Picking a good name for each character is among the most important, and most difficult, aspects of creating a character. That name will be the meme with which your readers attach all information.

The human brain is a pattern-matching machine. When creating names, you want to use your reader's ability to detect a pattern without getting caught up in that pattern. If you aren't careful, you create create similar patterns in the character names, and then the reader spends cognitive effort detangling patterns rather than paying attention to your story. To that end, each character’s name should form its own pattern.

Here are my guidelines for naming:

  • If you don’t want to bother with a character, don’t name them.
  • If you want a new character to run amok in your story, name them.
  • Start your character names with different letters of the alphabet.
  • Vary name lengths. 
  • Vary name silhouettes.


As a simple rule, no important character should begin with the same letter. Amy, Ally, Arny, and Al may each be a wonderfully written character, but the human eye will mix up those names constantly. Your reader is already being challenged by what you write. Don’t turn up the difficulty by including highly confusable names.

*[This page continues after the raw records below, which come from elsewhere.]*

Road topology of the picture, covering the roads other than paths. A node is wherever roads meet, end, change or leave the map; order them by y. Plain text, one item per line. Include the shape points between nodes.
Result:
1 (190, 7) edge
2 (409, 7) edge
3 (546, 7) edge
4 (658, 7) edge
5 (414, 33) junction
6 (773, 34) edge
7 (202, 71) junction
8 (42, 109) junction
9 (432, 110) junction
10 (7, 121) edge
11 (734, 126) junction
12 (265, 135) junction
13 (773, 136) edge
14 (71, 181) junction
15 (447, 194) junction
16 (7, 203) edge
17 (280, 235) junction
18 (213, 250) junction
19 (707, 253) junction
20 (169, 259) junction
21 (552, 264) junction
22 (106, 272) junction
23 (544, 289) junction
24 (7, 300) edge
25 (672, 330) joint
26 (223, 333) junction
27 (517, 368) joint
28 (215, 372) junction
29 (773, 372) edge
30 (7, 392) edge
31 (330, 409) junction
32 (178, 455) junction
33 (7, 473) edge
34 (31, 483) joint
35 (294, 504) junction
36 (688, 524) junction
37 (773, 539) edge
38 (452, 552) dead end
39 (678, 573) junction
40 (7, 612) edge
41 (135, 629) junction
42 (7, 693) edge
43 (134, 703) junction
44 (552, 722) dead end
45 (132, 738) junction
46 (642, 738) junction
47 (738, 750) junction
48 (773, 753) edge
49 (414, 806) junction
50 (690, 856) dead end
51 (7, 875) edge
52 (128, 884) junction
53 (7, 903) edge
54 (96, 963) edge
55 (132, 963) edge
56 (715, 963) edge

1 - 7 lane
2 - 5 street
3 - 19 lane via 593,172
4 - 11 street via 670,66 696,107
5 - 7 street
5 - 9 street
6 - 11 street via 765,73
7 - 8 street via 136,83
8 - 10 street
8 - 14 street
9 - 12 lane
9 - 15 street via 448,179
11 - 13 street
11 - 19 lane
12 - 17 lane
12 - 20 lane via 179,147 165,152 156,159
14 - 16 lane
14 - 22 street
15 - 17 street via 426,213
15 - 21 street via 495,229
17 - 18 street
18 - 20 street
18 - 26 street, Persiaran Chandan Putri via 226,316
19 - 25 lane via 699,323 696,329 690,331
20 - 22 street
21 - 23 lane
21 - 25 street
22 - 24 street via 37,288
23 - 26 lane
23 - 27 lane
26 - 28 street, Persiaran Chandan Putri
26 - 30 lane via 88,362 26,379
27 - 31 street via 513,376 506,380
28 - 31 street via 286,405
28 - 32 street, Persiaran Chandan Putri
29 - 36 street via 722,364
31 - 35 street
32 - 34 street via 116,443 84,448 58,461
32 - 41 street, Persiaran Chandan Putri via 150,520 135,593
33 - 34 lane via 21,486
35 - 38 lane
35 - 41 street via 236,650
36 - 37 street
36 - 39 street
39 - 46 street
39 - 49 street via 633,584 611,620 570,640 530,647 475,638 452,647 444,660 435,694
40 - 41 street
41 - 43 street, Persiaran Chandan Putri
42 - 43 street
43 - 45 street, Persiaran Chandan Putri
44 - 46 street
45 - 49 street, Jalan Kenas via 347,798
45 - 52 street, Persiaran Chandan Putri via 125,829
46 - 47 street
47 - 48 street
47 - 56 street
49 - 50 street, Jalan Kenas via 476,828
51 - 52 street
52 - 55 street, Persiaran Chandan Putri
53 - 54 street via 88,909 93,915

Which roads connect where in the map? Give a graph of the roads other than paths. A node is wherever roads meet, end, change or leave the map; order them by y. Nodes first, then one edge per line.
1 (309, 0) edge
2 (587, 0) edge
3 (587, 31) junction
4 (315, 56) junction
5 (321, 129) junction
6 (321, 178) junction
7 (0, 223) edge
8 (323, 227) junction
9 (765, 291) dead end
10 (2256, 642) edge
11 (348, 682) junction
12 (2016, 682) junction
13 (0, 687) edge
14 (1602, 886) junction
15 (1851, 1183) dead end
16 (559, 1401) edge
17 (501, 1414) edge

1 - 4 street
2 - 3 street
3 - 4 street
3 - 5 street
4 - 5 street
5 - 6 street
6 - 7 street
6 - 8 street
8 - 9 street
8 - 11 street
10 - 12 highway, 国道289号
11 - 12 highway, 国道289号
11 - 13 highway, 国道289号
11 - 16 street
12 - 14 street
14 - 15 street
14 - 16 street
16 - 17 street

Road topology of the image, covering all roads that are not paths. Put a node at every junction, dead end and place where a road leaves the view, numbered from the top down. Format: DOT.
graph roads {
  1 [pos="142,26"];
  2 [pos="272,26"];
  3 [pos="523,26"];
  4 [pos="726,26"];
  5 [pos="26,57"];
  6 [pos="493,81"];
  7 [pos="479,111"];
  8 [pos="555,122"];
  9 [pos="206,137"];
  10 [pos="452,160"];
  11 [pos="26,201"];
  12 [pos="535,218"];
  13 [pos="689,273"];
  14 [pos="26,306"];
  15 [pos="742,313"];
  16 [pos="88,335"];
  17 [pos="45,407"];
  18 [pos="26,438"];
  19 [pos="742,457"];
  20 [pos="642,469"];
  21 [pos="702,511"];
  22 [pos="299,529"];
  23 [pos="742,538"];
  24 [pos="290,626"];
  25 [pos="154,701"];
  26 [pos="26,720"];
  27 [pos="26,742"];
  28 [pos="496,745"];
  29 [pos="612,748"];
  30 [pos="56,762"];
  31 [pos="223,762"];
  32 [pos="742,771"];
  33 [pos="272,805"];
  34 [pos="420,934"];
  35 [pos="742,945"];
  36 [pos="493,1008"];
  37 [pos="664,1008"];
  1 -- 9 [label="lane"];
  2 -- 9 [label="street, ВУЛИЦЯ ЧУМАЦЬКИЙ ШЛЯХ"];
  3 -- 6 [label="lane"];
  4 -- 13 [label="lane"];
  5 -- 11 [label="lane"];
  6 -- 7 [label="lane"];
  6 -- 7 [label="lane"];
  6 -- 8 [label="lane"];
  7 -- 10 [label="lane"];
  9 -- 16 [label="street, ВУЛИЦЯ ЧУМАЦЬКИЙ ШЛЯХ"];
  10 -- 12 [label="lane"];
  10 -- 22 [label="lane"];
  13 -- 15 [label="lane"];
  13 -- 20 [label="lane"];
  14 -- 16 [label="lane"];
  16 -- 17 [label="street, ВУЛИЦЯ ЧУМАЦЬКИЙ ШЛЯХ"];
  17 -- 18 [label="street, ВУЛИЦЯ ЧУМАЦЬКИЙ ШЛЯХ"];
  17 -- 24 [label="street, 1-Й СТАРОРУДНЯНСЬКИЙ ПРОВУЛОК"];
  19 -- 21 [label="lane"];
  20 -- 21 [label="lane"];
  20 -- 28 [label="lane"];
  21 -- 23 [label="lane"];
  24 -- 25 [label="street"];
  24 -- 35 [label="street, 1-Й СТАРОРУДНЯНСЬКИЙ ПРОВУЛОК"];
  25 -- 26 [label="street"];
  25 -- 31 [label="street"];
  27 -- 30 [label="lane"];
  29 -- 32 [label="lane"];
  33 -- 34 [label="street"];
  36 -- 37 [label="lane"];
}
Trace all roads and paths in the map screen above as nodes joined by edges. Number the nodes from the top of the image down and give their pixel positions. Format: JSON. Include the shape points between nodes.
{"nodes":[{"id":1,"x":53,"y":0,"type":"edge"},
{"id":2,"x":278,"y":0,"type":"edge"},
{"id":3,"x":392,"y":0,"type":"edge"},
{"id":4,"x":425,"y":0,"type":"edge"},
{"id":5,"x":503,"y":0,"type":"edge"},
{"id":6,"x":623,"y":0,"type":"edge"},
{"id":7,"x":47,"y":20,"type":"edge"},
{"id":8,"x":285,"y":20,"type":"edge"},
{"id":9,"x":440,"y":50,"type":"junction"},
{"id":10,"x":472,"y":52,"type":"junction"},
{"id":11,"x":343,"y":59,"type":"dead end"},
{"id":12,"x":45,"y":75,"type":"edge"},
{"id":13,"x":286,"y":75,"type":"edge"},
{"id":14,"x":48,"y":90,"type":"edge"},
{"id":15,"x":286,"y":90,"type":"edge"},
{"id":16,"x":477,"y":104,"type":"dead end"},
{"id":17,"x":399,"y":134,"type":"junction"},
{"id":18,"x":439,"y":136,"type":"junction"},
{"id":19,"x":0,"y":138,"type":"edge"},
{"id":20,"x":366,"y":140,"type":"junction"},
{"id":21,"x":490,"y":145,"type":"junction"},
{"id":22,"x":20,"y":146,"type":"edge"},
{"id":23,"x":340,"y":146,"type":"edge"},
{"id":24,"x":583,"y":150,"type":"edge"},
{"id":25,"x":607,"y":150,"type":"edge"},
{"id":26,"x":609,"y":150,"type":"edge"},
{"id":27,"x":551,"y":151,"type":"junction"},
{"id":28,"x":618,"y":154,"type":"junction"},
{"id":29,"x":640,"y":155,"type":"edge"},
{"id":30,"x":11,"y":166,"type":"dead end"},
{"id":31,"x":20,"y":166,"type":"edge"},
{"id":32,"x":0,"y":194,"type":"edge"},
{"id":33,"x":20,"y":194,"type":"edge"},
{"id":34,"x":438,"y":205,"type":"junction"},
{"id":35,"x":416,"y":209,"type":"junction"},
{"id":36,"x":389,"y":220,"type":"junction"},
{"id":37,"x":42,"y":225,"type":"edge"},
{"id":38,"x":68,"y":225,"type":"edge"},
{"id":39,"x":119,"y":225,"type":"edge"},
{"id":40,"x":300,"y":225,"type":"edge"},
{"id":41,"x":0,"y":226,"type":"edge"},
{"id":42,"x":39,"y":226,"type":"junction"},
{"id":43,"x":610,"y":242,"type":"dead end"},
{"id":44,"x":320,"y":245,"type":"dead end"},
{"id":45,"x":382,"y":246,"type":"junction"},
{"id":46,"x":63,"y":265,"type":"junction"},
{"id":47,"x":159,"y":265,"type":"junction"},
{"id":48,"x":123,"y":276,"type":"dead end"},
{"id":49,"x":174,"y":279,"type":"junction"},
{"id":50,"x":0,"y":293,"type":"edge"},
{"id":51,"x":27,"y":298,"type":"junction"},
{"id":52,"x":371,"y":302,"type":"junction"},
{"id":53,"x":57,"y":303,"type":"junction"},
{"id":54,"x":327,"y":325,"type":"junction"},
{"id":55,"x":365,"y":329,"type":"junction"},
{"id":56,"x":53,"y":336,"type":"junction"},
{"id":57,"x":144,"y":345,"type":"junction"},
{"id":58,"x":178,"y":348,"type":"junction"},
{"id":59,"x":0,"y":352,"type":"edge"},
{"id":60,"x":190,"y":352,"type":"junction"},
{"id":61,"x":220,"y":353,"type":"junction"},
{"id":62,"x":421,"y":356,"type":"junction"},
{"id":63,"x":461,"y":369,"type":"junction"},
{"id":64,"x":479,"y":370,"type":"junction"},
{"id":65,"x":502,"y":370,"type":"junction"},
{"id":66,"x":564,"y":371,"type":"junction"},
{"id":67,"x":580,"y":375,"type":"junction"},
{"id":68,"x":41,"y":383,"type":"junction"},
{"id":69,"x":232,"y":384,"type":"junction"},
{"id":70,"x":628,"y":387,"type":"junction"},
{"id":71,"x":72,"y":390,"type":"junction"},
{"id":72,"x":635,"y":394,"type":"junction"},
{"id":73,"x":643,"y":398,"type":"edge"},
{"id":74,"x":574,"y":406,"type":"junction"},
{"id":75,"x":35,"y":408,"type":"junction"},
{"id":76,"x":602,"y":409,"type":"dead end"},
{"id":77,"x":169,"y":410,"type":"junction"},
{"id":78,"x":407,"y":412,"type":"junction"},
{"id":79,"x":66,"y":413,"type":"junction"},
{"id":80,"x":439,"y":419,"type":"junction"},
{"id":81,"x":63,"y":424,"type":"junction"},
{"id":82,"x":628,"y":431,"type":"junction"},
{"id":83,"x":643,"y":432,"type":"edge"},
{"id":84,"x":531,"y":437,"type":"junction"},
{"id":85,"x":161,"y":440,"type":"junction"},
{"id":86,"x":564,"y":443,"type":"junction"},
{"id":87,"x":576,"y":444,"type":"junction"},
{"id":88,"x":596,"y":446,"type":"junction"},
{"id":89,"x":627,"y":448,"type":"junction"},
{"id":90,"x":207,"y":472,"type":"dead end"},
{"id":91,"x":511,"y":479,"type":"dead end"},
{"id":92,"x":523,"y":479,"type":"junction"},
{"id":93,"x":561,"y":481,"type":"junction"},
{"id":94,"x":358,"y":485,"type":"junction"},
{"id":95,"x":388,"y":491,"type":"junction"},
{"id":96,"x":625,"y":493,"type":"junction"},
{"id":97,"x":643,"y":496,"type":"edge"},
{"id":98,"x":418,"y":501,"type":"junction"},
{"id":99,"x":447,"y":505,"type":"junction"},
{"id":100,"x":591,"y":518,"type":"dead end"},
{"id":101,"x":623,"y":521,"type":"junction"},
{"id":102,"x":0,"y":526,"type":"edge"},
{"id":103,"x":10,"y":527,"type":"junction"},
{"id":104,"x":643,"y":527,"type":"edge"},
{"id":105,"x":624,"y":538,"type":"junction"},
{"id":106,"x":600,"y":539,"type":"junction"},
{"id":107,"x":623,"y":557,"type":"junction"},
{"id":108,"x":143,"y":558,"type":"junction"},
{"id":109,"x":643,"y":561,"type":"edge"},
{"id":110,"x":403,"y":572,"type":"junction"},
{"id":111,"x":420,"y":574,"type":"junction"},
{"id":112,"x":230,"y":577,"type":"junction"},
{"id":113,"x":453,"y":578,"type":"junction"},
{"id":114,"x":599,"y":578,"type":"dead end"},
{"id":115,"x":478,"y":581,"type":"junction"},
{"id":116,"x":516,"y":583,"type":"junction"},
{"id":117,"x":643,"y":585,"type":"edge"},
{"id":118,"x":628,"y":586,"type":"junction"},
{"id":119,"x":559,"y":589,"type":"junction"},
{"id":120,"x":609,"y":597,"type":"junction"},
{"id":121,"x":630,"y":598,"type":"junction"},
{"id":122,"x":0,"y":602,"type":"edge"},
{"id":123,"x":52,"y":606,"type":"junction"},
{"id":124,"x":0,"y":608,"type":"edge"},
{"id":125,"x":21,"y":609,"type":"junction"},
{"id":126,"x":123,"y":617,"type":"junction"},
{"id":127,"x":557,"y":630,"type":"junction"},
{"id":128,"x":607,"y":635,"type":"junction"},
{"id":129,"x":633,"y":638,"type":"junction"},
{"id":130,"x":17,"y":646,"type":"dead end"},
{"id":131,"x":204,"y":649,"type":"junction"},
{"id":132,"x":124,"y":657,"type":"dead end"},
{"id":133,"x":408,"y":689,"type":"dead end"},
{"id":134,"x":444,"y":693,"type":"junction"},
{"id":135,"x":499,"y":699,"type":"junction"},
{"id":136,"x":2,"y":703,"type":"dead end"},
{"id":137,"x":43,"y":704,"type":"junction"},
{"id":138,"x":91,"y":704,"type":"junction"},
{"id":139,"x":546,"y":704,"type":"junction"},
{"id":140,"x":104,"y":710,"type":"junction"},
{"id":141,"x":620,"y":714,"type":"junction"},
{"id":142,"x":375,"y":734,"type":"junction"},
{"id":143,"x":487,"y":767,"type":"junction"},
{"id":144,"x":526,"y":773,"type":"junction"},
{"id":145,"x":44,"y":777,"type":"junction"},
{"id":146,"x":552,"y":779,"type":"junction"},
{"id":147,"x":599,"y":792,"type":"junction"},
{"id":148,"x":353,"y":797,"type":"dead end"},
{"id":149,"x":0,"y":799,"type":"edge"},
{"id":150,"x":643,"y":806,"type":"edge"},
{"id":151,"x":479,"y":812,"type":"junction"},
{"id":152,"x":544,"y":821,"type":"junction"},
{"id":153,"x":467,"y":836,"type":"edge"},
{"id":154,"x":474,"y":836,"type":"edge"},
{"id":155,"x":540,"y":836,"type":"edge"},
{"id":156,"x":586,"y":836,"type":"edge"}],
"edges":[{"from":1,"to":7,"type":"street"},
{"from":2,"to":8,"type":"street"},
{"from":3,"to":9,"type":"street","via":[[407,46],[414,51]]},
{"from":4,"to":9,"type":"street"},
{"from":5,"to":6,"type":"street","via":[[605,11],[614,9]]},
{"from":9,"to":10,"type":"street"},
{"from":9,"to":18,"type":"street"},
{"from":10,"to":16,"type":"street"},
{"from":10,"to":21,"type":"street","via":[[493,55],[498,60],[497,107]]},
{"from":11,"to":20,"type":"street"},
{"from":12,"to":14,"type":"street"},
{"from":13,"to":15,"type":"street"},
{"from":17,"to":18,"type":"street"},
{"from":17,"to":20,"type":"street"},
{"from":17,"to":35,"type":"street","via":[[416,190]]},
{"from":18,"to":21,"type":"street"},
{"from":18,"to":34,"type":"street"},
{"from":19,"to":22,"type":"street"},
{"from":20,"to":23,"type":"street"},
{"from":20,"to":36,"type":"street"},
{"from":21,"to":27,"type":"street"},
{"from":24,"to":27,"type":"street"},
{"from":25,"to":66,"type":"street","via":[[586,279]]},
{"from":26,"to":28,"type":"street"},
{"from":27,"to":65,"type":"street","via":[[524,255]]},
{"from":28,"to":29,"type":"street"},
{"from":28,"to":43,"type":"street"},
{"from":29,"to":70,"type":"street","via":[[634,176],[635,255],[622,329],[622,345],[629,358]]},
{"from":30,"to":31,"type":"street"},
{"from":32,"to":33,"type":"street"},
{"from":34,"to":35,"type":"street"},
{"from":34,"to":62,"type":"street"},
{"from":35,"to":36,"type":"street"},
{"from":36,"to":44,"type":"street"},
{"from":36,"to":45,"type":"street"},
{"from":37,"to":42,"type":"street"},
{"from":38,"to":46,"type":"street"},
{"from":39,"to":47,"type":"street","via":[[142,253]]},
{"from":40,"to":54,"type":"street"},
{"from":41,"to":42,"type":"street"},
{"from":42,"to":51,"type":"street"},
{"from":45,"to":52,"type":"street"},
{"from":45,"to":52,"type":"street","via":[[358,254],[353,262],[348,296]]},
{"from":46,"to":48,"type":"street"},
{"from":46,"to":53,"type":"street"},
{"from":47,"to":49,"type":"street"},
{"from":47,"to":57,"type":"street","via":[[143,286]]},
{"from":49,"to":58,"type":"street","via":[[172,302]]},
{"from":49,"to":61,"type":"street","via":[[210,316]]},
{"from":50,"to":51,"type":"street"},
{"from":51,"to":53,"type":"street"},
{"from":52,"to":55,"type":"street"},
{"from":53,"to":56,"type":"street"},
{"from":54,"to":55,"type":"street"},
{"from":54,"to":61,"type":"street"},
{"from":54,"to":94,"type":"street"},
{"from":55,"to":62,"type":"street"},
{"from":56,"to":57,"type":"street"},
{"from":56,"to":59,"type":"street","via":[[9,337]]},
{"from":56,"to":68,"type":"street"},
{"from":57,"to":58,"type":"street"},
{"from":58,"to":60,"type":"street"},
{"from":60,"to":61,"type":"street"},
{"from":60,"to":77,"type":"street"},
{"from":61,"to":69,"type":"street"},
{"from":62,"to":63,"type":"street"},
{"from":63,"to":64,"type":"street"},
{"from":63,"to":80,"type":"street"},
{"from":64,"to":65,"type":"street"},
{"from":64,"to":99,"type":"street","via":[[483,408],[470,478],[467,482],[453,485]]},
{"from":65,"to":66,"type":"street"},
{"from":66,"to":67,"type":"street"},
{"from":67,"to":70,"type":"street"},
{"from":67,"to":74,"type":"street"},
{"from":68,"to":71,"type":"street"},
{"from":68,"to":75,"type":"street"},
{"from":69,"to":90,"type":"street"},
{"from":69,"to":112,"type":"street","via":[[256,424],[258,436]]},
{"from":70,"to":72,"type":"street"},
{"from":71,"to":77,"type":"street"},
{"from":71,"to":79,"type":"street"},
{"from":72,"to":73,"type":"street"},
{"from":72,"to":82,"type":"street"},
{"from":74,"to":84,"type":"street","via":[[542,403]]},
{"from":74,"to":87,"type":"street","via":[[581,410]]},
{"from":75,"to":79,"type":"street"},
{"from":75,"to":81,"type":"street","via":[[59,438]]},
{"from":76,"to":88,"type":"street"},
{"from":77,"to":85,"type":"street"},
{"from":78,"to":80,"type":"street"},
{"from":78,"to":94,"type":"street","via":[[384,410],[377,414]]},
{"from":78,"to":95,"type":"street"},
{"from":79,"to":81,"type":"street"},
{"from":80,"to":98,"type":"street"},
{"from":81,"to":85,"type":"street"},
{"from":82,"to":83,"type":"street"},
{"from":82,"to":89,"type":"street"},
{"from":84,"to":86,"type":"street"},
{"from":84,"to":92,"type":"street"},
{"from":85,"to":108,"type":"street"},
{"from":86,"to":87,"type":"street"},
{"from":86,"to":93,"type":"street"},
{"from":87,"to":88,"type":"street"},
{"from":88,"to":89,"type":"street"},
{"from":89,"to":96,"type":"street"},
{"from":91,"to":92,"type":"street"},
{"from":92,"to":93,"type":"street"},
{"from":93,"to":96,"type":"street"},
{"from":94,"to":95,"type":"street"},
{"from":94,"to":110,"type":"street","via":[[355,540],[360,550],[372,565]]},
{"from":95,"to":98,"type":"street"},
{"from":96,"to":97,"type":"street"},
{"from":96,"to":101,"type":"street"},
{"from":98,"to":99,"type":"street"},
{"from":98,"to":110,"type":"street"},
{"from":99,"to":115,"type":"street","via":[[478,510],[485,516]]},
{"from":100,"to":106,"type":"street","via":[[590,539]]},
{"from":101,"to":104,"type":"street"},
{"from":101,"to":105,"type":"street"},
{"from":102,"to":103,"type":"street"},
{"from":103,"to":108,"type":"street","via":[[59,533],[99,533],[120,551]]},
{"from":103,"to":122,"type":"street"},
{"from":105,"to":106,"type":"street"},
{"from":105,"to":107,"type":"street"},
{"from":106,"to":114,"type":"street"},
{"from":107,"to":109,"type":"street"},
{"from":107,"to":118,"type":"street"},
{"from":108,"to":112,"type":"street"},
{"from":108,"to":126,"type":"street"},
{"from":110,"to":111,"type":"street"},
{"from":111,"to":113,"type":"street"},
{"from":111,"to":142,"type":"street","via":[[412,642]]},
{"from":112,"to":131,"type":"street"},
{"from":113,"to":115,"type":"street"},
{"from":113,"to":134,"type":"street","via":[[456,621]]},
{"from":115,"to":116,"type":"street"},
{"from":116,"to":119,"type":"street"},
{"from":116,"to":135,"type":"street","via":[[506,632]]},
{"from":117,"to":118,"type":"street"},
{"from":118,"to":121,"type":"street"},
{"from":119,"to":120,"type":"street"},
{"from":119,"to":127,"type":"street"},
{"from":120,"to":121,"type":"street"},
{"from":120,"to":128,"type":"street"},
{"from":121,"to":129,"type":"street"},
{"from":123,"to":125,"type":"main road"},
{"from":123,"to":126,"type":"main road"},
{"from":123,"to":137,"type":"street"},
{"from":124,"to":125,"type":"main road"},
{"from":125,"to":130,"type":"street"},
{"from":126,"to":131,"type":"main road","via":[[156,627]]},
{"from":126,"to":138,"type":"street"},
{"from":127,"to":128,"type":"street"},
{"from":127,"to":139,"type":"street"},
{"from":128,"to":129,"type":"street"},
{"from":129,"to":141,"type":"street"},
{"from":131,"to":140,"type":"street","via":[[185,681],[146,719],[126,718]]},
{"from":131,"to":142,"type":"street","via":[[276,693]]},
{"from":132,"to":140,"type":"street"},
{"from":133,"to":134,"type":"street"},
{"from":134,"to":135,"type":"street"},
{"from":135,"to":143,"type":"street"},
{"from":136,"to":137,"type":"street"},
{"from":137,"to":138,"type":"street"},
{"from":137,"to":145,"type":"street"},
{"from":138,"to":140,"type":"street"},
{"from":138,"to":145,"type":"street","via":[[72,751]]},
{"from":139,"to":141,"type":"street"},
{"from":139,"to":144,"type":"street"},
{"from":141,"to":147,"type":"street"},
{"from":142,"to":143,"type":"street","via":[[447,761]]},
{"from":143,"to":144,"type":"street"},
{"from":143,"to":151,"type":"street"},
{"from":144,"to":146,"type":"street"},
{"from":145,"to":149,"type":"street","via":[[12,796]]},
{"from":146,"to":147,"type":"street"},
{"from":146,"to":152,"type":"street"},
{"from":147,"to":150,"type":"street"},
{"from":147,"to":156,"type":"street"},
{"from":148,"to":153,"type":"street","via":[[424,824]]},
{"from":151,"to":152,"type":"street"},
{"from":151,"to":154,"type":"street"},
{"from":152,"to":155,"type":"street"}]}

Names that have similar lengths can be easy to confused as well. Billy, Willy, and Jilly each have the same length and visual pattern, so they tend to smush into each other. Billy, William, and Jillain are far less confusing to the eye. The eye can use the first letter of the name, the length of the name, and the shape of the name to help identify the character.

Words also have shape. Literally, they have a certain silhouette upon the page. Aim to have each primary name have a different silhouette. Billy, William, and Jillain Jo are each dominated by a ‘LL.’ Brains pick up on that. Better to have names like Billy, Walter, and Mary Jo.

Named vs Nameless

Some characters have names. Some don’t. The difference is actually very important. As much as possible, don’t name characters. Once you name them, you start needing to track them. The more characters that you have, the more tracking that you have. That creates a large amount of cognitive overhead on you as you write. Thus, don’t name characters unless you need them named.

The interesting thing about naming characters is that you start thinking about them as people, making them into more fully developed characters. That sounds great, but that doesn't always work. Sometimes you just need a nameless face waiting tables.

On the other hand, give a name to any character that you like and enjoy writing. That will help the readers to remember them. With a name, a character becomes more real.

When wrestling with a character, don’t hesitate to add or remove a name just to see what it does.

Projecting Importance

Readers use the information that we give them to assess the importance of a character.

How much time do you give any character? The more time that the character gets, the more important that character. It's pretty much the same as screen time for an actor. Simply by being around and getting mentioned a lot, a character will assume an importance in the story. This is why the "That Guy we gotta find" trope is so strong: the character that you are searching for is constantly referenced in the story, and so our brain soon consider him more important and more present that he would otherwise be.